Dakar, October 7, 2025—The Committee to Protect Journalists calls on Guinean authorities to ensure that Elhadj Adama Keita, father of exiled Guinean journalist Mamoudou Babila Keita, is safely returned home, following his abduction by unidentified men.
On September 29, two men grabbed 75-year-old Adama Keita by the neck and forced him into a pickup vehicle outside his house in the southeastern town of Nzérékoré, his son, Ibrahima Keita, told local media, and a person with knowledge of the case told CPJ, on condition of anonymity, citing fear of reprisals.
The previous day, unidentified men were seen near the family home after asking people in the neighborhood for the location of “Babila Keita’s family,” those sources said.
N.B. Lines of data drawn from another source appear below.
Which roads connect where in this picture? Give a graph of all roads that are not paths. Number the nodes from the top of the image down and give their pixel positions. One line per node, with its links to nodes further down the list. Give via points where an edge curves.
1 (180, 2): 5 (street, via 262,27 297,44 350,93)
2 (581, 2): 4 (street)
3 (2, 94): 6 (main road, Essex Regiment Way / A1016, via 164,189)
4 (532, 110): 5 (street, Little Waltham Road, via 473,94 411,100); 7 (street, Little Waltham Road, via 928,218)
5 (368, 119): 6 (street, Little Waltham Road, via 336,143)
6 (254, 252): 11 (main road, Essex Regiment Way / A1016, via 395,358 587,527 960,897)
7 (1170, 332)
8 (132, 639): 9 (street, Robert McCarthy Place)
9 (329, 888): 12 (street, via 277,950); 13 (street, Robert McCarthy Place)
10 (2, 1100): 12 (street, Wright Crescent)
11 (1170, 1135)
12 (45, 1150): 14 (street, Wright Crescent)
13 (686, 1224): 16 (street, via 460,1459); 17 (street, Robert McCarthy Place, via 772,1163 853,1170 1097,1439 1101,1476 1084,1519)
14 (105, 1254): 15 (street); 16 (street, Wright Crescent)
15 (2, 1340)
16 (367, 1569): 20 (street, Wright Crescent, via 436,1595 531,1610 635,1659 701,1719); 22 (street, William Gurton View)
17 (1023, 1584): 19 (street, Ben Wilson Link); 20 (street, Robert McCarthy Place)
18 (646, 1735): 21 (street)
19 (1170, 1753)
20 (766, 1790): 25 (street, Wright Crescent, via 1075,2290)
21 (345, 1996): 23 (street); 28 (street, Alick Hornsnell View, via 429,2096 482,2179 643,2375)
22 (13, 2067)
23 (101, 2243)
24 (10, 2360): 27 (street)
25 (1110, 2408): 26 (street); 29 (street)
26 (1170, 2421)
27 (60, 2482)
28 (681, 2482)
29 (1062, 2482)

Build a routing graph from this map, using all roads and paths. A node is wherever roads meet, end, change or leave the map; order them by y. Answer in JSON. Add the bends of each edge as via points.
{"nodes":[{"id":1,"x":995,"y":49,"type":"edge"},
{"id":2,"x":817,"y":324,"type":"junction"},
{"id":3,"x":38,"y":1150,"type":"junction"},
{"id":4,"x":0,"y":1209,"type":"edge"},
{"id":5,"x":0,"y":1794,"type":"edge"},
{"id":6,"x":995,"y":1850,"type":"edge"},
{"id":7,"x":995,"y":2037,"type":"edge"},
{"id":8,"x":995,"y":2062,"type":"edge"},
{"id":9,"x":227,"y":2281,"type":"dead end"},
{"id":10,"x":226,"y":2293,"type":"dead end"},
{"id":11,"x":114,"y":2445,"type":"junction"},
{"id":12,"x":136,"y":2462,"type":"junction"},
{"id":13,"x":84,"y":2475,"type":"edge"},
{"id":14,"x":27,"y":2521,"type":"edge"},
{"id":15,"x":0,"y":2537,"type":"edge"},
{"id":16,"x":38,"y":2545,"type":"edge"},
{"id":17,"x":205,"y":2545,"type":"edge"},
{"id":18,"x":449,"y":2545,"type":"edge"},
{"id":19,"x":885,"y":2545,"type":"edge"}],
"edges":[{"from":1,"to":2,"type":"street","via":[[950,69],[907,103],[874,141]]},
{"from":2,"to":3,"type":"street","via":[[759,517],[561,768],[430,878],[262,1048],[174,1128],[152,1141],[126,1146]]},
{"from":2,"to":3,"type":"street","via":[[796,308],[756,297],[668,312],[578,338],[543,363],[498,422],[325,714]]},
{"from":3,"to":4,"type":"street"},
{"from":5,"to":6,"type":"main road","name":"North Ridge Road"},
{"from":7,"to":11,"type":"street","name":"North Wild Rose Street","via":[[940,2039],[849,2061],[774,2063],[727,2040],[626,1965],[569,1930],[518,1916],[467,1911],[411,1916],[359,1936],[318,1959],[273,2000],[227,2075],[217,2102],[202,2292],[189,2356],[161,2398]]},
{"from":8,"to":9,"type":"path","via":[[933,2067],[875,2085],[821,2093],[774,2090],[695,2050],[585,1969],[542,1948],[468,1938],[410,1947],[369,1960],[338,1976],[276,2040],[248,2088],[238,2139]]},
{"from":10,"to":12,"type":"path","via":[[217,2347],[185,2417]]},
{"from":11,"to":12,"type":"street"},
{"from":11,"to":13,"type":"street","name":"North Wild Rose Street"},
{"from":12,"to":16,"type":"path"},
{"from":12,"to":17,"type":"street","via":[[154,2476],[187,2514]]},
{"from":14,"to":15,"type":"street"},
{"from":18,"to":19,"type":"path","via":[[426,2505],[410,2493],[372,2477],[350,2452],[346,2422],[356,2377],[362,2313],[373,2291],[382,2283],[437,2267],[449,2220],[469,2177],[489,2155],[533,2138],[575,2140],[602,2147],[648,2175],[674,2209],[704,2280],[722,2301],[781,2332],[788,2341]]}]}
“The circumstances of Elhadj Adama Keita’s abduction raise fears that he is being punished for the journalism of his son, Mamoudou Babila Keita,” said Moussa Ngom, CPJ’s Francophone Africa representative. “Guinean authorities must ensure that Adama Keita is reunited with his family and allow the media to operate freely.”
In a Facebook post, Babila Keita said that his father’s abduction was “clearly linked to my investigations, denunciations and my stance on the governance of the military transition in Guinea.”
On October 1, the Nzérékoré prosecutor ordered an investigation “to identify and arrest the perpetrators, co-perpetrators, and accomplices” of Adama Keita’s abduction.
Babila Keita said he fled Guinea in July 2024 after unidentified men, some of them armed and in military uniform attempted to kidnap him. In May of that year, the media regulator suspended him and his outlet, Inquisiteur, for six months after a complaint by a former minister. Babila Keita remains active on Facebook and YouTube.
Media freedom has declined in the West African nation since 2021, when the military took power in a coup, with numerous outlets banned and journalists arrested.
Another journalist, Habib Marouane Camara, was abducted by men in military uniform in December 2024. His whereabouts remain unknown.
Elections are planned for December 2025.
CPJ’s calls to request comment from the Ministry of Security and Civil Protection went unanswered.